Deep insight into the key role of carbon black self-networking in the formation of co-continuous-like morphology in polylactide/poly(ether)urethane blends

Abstract Polymer blending has been intensively investigated in recent decades because it is a simple way to achieve high-performance polymeric materials. It has been demonstrated that the properties of polymer blends are largely determined by its phase morphology. Recently, a change of sea-island morphology to a unique co-continuous-like structure was observed by adding a small amount of filler particles with self-networking capability in polymer blends. The formation of co-continuous-like structure can impart polymer blends with a good stiffness-toughness balance. However, the underlying mechanism for the formation and evolution of this structure is still not clear. In this work, three types of carbon black (CB) with different self-networking capabilities was used to tailor the phase morphology of polylactide (PLA)/poly(ether)urethane (PU) blend with fixed ratio (85/15 wt/wt). It was found that adding CB with high self-networking capability could lead to an easier formation of co-continuous-like structure compared with those with low self-networking capability, as confirmed by SEM observations. The CB induced co-continuous-like structure was further investigated by rheology time sweep tests.

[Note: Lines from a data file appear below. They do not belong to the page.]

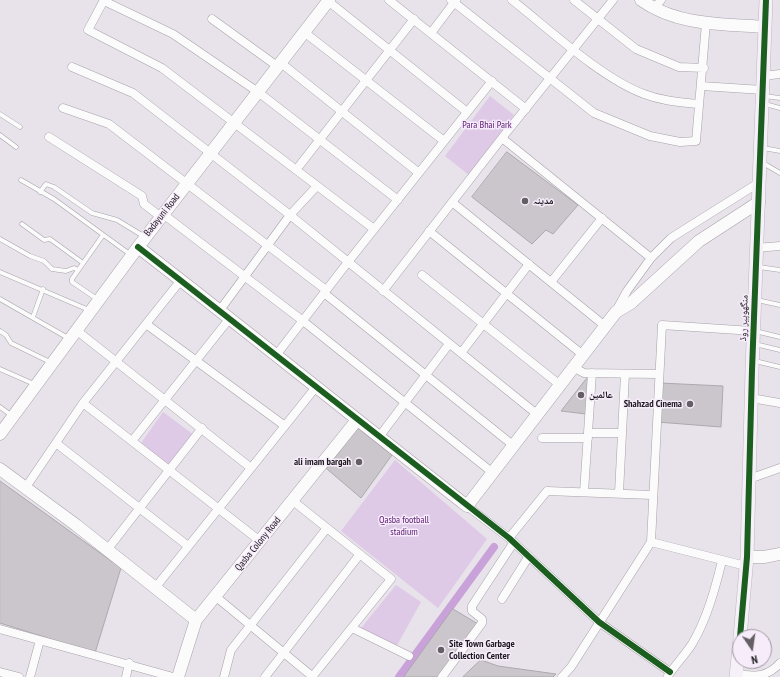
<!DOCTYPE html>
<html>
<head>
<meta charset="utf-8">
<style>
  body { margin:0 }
  #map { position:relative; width:780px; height:677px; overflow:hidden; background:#e8e2ea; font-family:"PT Sans Narrow",sans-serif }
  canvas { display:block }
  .north { position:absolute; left:732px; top:629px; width:40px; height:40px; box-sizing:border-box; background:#f6ecfa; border:1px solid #9f98a2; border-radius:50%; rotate:167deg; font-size:11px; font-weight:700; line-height:16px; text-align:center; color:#1c191e }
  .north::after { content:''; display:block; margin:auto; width:14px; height:18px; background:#635f65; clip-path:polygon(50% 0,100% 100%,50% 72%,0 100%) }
</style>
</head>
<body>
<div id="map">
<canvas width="780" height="677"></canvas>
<div class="north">N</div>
</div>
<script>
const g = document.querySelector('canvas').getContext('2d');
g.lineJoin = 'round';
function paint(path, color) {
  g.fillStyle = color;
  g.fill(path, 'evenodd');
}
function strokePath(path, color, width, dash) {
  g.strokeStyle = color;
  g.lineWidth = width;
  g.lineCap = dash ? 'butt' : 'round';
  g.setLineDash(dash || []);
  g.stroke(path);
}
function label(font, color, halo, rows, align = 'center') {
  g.font = font + ' "PT Sans Narrow","Noto Naskh Arabic",sans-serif';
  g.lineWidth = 3;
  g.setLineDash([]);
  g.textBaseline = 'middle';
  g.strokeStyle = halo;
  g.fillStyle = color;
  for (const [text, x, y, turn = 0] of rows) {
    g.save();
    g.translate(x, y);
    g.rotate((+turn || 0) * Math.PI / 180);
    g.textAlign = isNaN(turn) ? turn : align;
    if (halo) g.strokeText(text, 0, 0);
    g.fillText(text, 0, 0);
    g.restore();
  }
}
paint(new Path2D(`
  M 490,96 L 514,115 L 469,175 L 445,156 Z
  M 163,412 L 194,435 L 168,466 L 139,446 Z
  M 395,460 L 487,539 L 438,608 L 341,531 Z
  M 396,585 L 421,602 L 395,649 L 357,633 Z`), '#dec9e7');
strokePath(new Path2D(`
  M 399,677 L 494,547`), '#c8a2d8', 8);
const building = new Path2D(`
  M 507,152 L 578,205 L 553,234 L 546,230 L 532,244 L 472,197 Z
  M 590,378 L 586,414 L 561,411 L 586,379 Z
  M 660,383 L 723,386 L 721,427 L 657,422 Z
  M 358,428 L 392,455 L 361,498 L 327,469 Z
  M 0,481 L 121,568 L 95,653 L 0,623 Z
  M 453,609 L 478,624 L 438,677 L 404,677 Z
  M 481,660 L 498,666 L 556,674 L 553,677 L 463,677 Z`);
paint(building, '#cac6cc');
strokePath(building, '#ada8af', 1);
const lane = new Path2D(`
  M 764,96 L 780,98
  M 765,104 L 780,108
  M 0,114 L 20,127
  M 0,135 L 16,147
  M 763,148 L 780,151
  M 763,163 L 780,173
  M 21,180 L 54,199 L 131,255
  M 40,192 L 46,184 L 54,187 L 92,213 L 117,220 L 145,237
  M 22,224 L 44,240 L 50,239 L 83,263
  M 0,239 L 30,256 L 44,261 L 52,269 L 66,271 L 74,268 L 78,270
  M 759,267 L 780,270
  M 0,272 L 89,310
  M 0,299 L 68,338
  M 97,299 L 72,282 L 72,279 L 103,235
  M 757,300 L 780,305
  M 33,317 L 43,289
  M 0,331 L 6,335 L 11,343 L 50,362
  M 755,331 L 780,337
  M 755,344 L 780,350
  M 755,361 L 780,367
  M 0,369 L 34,384
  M 0,407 L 11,415`);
const street = new Path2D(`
  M 104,0 L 88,30 L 162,68 L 374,229
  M 389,0 L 526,109
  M 451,0 L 594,113 L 650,136 L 680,142 L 696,141 L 706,23
  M 512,0 C 549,29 601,78 644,94 C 662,101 680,102 698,104
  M 574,0 L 636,49 L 679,67 L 704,68
  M 104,1 L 173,34 L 258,92 L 398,200
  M 328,1 L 467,112
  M 654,9 L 661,0
  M 212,19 L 277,66
  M 304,32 L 444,141
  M 431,33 L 456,0
  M 281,63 L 419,173
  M 72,67 L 133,93 L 290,215 L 538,415
  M 763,76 L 780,74
  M 701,86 L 763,90
  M 63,108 L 109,124 L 326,290
  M 49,137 L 142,196 L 144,204 L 161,217
  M 502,138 L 651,258
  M 296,170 L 414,19
  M 452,202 L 605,326
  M 163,214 L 303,321 L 493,473
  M 429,231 L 583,355
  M 756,248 L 780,246
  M 422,275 L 560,385
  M 551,282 L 602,218
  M 383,291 L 502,138 L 613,0
  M 324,293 L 514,446
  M 220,310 L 290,215 L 317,186
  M 616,311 L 627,291 L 651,258 L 671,238 L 760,182
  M 146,324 L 285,426
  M 76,330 L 251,468
  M 461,353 L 529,264
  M 277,354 L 348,262 L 492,81
  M 573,367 L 584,373 L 658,374
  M 751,398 L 780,403
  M 83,403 L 260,541
  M 588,433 L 622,433
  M 379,437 L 449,344
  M 542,438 L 588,438
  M 132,441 L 230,318
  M 56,443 L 188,546
  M 749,479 L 780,468
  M 26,487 L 83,403 L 181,280
  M 584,492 L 592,373
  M 619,493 L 625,374
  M 293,501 L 391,579 L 312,677
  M 467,506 L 509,538 L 599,622 L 670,672
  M 509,538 L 547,491 L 652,495
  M 651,542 L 746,566
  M 107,550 L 202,428
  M 155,588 L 316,387
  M 215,596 L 313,677
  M 502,599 L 529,556
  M 352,628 L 409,656
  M 0,629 L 173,677
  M 0,672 L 19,677
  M 737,674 C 754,677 768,677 780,663
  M 668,676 C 675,665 685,655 692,644 C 707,619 715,589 722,561
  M 30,677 L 40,640
  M 126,677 L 129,663
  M 224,677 L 231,650 L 327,528
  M 265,677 L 360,554
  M 442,677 L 482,623 L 482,619 L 472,611 L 472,606 L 514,542
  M 562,677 L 571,667 L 651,542 L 662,325 L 753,331`);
const secondary = new Path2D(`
  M 641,0 C 677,26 723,24 765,27
  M 138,247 C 248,332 357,420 467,506 L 616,312 L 631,303 L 699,241 L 759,202
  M 0,434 L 138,247 L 329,0
  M 0,469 L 76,525 L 196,620
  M 747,557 L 764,557 L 780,554
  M 178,677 L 196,620 L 357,420`);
const primary = new Path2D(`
  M 740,637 L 747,557 L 752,370 L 766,0
  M 736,677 L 740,638`);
strokePath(lane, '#a6a2a7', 5);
strokePath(street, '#a6a2a7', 9);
strokePath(secondary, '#a6a2a7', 13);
strokePath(primary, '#bfb6c2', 14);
strokePath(lane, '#fcfbfc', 4);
strokePath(street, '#fcfbfc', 8);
strokePath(secondary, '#fcfbfc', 12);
strokePath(primary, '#f6f1f8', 13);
strokePath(new Path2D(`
  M 138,247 L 509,538 L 599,622 L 670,672
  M 740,637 L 747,557 L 752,370 L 766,0`), '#1b5e20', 6);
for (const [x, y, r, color] of [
  [525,201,4,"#635f65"],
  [581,395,4,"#635f65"],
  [690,404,4,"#635f65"],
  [359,462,4,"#635f65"],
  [441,650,4,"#635f65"]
]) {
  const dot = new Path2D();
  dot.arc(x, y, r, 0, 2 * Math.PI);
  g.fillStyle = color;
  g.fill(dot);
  strokePath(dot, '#f6ecfa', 1.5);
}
label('10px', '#5b1972', '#f6ecfa', [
  ["Para Bhai Park",487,125],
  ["Qasba football",404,520],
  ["stadium",404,532]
]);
label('bold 10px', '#1c191e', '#f6ecfa', [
  ["مدینہ",533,201],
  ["عالمین",589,395],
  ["Shahzad Cinema",682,404,"right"],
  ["ali imam bargah",351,462,"right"],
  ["Site Town Garbage",449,644],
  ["Collection Center",449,656]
], 'left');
label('10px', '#1c191e', '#f6ecfa', [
  ["Badayuni Road",162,215,-52],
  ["منگھوپیر روڈ",744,318,-88],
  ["Qasba Colony Road",258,544,-51]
]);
</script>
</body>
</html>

It was found that the formation process and stability of co-continuous-like structure is not only dependent on CB content and CB self-networking capability, but also on sweep temperature and frequency. This work gives a deep insight into the key role of the self-networking capability of fillers in controlling the phase morphology of immiscible polymer blends which can provide guidance for preparing high-performance polymeric materials.